2. PPD is a platform for interaction between state and private sector, and is hence an organization (which can be very informal or very institutionalized).

== Benefits of PPD ==
Private contribution to dialogue improves the quality of business representation and supplements the performance of democratic institutions, which helps with building trust and understanding between the governments and private sector by diversifying of sources of information and promoting the evidence-based policy. On the top of that, PPD platforms have proven their ability to save money. In 2009, World Bank Group (WBG) analyzed approximately 30 PPDs, which have taken place in over 50 different areas and saved more than $400 million in private sector.

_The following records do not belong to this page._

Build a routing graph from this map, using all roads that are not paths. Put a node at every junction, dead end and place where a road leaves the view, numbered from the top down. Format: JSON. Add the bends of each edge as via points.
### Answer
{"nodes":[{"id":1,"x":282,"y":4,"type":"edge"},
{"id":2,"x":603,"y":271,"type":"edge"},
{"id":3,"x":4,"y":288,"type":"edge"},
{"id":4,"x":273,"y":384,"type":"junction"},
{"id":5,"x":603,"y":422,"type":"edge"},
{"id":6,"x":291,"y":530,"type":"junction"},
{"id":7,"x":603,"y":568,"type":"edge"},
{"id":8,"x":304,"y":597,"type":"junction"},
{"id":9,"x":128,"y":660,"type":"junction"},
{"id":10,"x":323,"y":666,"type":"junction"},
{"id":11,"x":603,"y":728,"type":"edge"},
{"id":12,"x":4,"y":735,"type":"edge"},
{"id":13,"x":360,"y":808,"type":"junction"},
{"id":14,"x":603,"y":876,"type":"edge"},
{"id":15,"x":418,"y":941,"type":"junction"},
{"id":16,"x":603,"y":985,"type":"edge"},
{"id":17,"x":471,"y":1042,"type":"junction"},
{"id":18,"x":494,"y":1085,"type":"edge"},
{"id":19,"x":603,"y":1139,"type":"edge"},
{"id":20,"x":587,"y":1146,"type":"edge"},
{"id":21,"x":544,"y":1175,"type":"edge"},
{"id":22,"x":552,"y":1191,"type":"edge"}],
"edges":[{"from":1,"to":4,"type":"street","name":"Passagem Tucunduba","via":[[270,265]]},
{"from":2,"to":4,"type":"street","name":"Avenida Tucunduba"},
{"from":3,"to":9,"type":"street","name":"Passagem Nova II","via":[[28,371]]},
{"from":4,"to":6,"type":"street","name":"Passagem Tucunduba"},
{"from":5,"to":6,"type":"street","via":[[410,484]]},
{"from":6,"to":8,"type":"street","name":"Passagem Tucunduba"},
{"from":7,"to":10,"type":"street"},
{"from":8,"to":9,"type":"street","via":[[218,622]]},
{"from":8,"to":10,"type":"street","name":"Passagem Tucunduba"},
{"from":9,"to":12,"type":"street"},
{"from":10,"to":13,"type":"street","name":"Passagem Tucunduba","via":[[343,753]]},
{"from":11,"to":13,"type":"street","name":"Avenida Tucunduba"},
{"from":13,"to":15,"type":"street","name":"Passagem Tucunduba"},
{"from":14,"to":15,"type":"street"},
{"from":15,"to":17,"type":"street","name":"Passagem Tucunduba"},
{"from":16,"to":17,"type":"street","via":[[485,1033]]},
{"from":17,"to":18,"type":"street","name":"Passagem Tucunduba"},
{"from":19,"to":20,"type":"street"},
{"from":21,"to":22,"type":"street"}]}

The most beneficial PPDs arise between a particular industry or value chain in the private sector and those in government responsible for regulating that area of the economy, as they provide more focus and opportunities for action. Although this could seem as a form of industrial policy, PPD emphasize local ownership and leadership, encourage firms to cooperate and identify areas for sector development.

== Risks of PPD ==
PPD creates many opportunities, but if the communication between government and society is weak, it also creates many risks. It may lead to rent-seeking behaviour, if not sufficiently transparent. Moreover, if small and medium enterprises are not included in the dialogue, PPD can be dominated by big business and by capital city-based businesses, being monopolized by powerful lobbies to block reforms and to maintain existing status quo. Poorly planned and unfocused dialogue might degenerate into a talking shop, loss of credibility and may significantly slow down the reform process. However, PPD might also become too focused with one individual, leading to one-man show, which stands and falls on the key person interest. Another challenge raises from differences between government (public institutions) and private sector. Different norms and ideology might make it fairly impossible to match both systems together, leading to weakening of democratic decision-making and politicization of the whole dialogue. Last, but not least is the "free rider" problem: this refers to difficulty of persuading people to join a group, when the benefits accrue to members are non-members alike.

== Practical Examples ==

- Egypt (1998) - In 1998, the citrus export in Egypt grew only with adding of new harvest areas. Once the Horticultural Export Improvement Association was introduced, the public private dialogue led to taking the full advantage of existing land. As a result, the Egyptian citrus sector was increased by 1400% between the years 2000 and 2008.
- Nepal (2008) - The Nepal Business Forum, formed in 2008, played a significant role (according to WBG's Independent Evaluation Group), in upcoming private sector reforms in a country struggling to establish democracy, which led to more than $5.5 million cost savings.
- Pakistan (2009) - The Rawalpindi Chamber of Commerce and Industry (RCCI) has been organizing the All-Pakistan Chamber Presidents' Conference on an annual basis since 2009. This event represents an opportunity for the business community from across Pakistan to discuss issues and to propose reforms for business to grow. Moreover, the local think tank Policy Research Institute of Market Economy (PRIME) developed a scorecard for tracking and for the evaluation of the government's progress in implementing promises.